Go through the records and filter out every line lacking the word "North"; copy the lines that remain.
Segment Start: EXTRACTED DATA
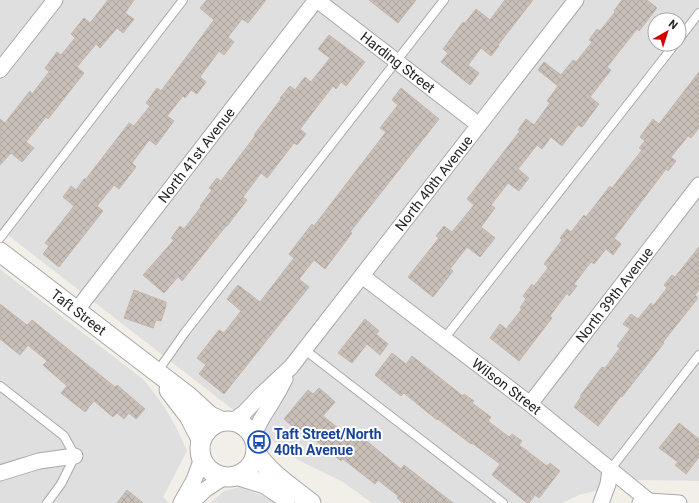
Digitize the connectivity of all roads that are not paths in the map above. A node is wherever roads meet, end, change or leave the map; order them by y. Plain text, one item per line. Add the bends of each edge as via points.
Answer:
1 (55, 0) edge
2 (183, 0) edge
3 (316, 0) edge
4 (444, 0) edge
5 (576, 0) edge
6 (699, 13) edge
7 (687, 29) edge
8 (669, 52) edge
9 (396, 61) junction
10 (0, 70) edge
11 (479, 125) junction
12 (699, 185) edge
13 (0, 238) edge
14 (0, 252) edge
15 (362, 276) junction
16 (76, 311) junction
17 (444, 339) junction
18 (305, 350) junction
19 (699, 355) edge
20 (291, 367) junction
21 (156, 372) junction
22 (0, 386) edge
23 (530, 404) junction
24 (227, 421) junction
25 (201, 439) junction
26 (255, 445) junction
27 (75, 456) junction
28 (201, 461) junction
29 (610, 470) junction
30 (0, 473) edge
31 (231, 477) junction
32 (644, 502) edge
33 (46, 503) edge
34 (181, 503) edge
35 (191, 503) edge
36 (299, 503) edge
37 (311, 503) edge
38 (504, 503) edge
39 (601, 503) edge
40 (679, 503) edge

1 - 10 street
2 - 13 lane
3 - 9 street, Harding Street
3 - 16 street, North 41st Avenue
4 - 9 lane
5 - 11 street, North 40th Avenue
6 - 7 lane
8 - 17 lane
9 - 11 street, Harding Street
9 - 21 lane
11 - 15 street, North 40th Avenue
12 - 23 street, North 39th Avenue
14 - 16 street, Taft Street
15 - 17 street, Wilson Street
15 - 18 street, North 40th Avenue
16 - 21 street, Taft Street
17 - 23 street, Wilson Street
18 - 20 street, North 40th Avenue
18 - 38 lane
19 - 29 lane
20 - 24 street, North 40th Avenue via 245,412
20 - 26 street, North 40th Avenue via 257,427
21 - 24 street, Taft Street via 210,416
21 - 25 street, Taft Street via 189,416
22 - 27 lane via 64,436
23 - 29 street, Wilson Street
24 - 25 street via 209,428
24 - 26 street via 244,426
25 - 28 street
26 - 31 street via 250,467
26 - 37 street via 263,464
27 - 30 street via 39,461
27 - 33 lane via 61,484
28 - 31 street via 210,472
28 - 34 street
29 - 32 street, Wilson Street
29 - 39 street
31 - 35 street via 206,489
31 - 36 street via 265,484
32 - 40 street

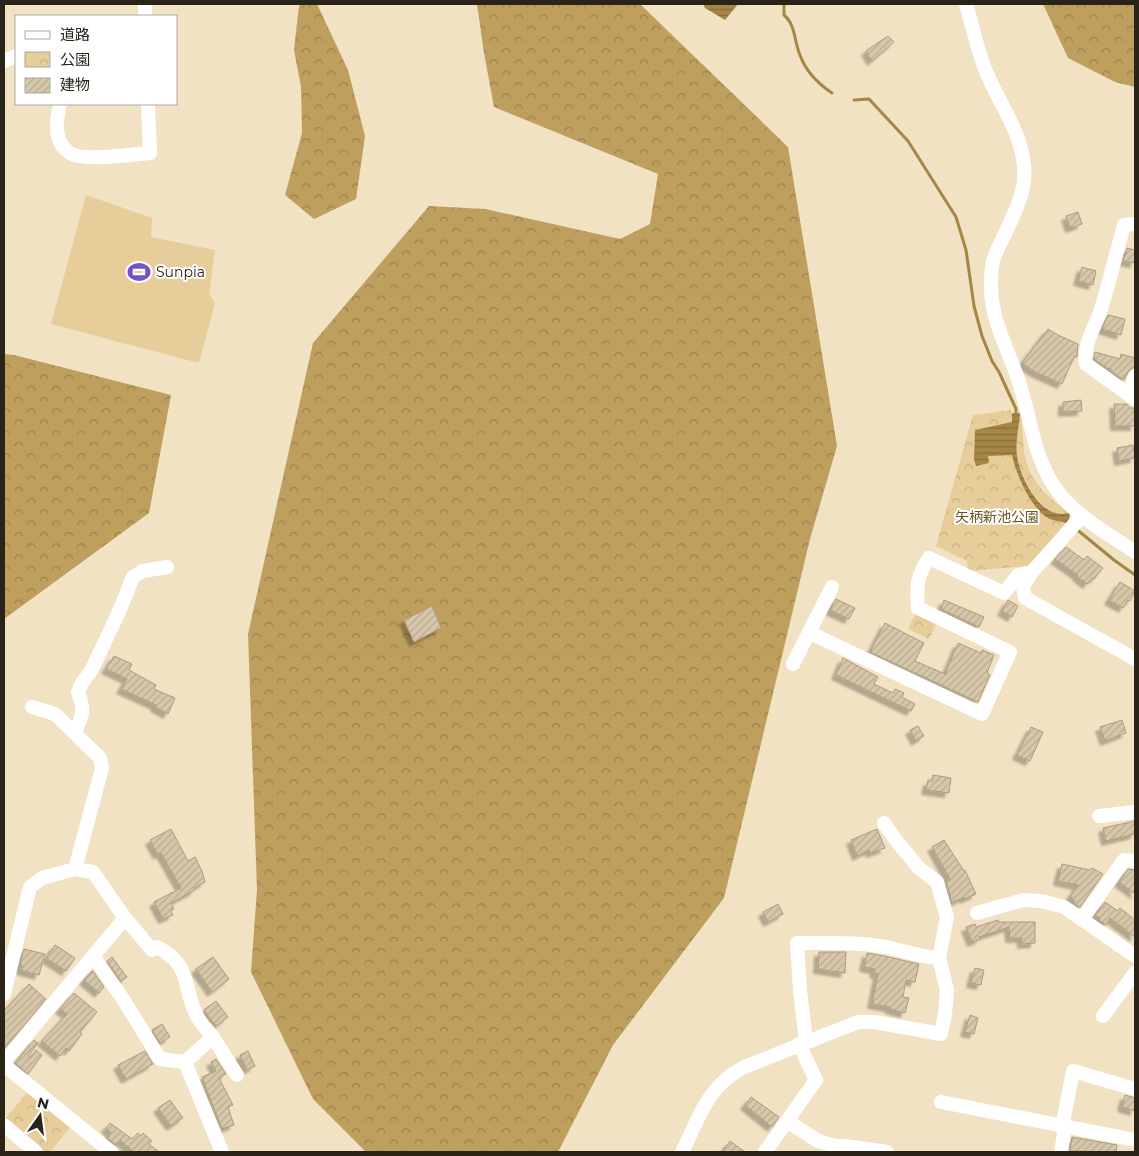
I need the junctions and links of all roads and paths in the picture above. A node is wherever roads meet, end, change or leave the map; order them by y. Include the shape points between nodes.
1 (966, 4) edge
2 (60, 105) edge
3 (148, 105) edge
4 (1135, 224) edge
5 (1135, 376) edge
6 (1132, 397) edge
7 (1077, 522) junction
8 (1135, 552) edge
9 (167, 567) dead end
10 (1032, 572) junction
11 (832, 587) dead end
12 (810, 633) junction
13 (1135, 659) edge
14 (793, 664) dead end
15 (32, 707) dead end
16 (74, 733) junction
17 (1135, 812) edge
18 (1099, 816) dead end
19 (884, 823) dead end
20 (1135, 861) edge
21 (75, 869) junction
22 (977, 913) dead end
23 (125, 918) junction
24 (1082, 919) junction
25 (93, 956) junction
26 (1135, 956) edge
27 (939, 958) junction
28 (1135, 973) edge
29 (4, 994) edge
30 (1103, 1016) dead end
31 (214, 1037) junction
32 (803, 1043) junction
33 (185, 1062) junction
34 (4, 1064) edge
35 (237, 1075) dead end
36 (1135, 1089) edge
37 (941, 1102) dead end
38 (787, 1121) junction
39 (4, 1125) edge
40 (1064, 1127) junction
41 (1135, 1140) edge
42 (834, 1149) edge
43 (36, 1152) edge
44 (111, 1152) edge
45 (222, 1152) edge
46 (682, 1152) edge
47 (765, 1152) edge
48 (887, 1152) edge
49 (1061, 1152) edge

1 - 7 street via 985,69 1015,128 1025,168 1018,206 992,263 994,315 1018,382 1040,462
2 - 3 street via 56,134 61,144 71,154 93,158 150,153
4 - 6 street via 1124,225 1085,357 1086,364
5 - 6 street
7 - 8 street
7 - 10 street
9 - 16 street via 142,571 133,577 91,671 78,692 82,716
10 - 12 street via 1018,575 1004,593 929,558 921,568 916,588 918,608 1010,652 982,714
10 - 13 street via 1023,586 1025,598
11 - 12 street
12 - 14 street
15 - 16 street via 55,714
16 - 21 street via 100,758 102,768
17 - 18 street
19 - 27 street via 918,868 937,882 947,917
20 - 24 street via 1124,860
21 - 23 street via 93,872
21 - 29 street via 42,878 30,887
22 - 24 street via 1023,900 1042,901 1064,907
23 - 25 street
23 - 31 street via 152,950 157,947 170,954 183,970 192,1005
24 - 26 street
25 - 33 street via 160,1059
25 - 34 street
27 - 32 street via 947,990 941,1034 858,1022
27 - 32 street via 878,947 797,943
28 - 30 street
31 - 33 street
31 - 35 street
32 - 38 street via 816,1080
32 - 46 street via 729,1075 701,1110
33 - 45 street
34 - 44 street
36 - 40 street via 1073,1071
37 - 40 street
38 - 42 street
38 - 47 street
39 - 43 street
40 - 41 street
40 - 49 street
42 - 48 street via 845,1146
Segment End: EXTRACTED DATA
→ **WRITTEN ANSWER**:
3 - 16 street, North 41st Avenue
5 - 11 street, North 40th Avenue
11 - 15 street, North 40th Avenue
12 - 23 street, North 39th Avenue
15 - 18 street, North 40th Avenue
18 - 20 street, North 40th Avenue
20 - 24 street, North 40th Avenue via 245,412
20 - 26 street, North 40th Avenue via 257,427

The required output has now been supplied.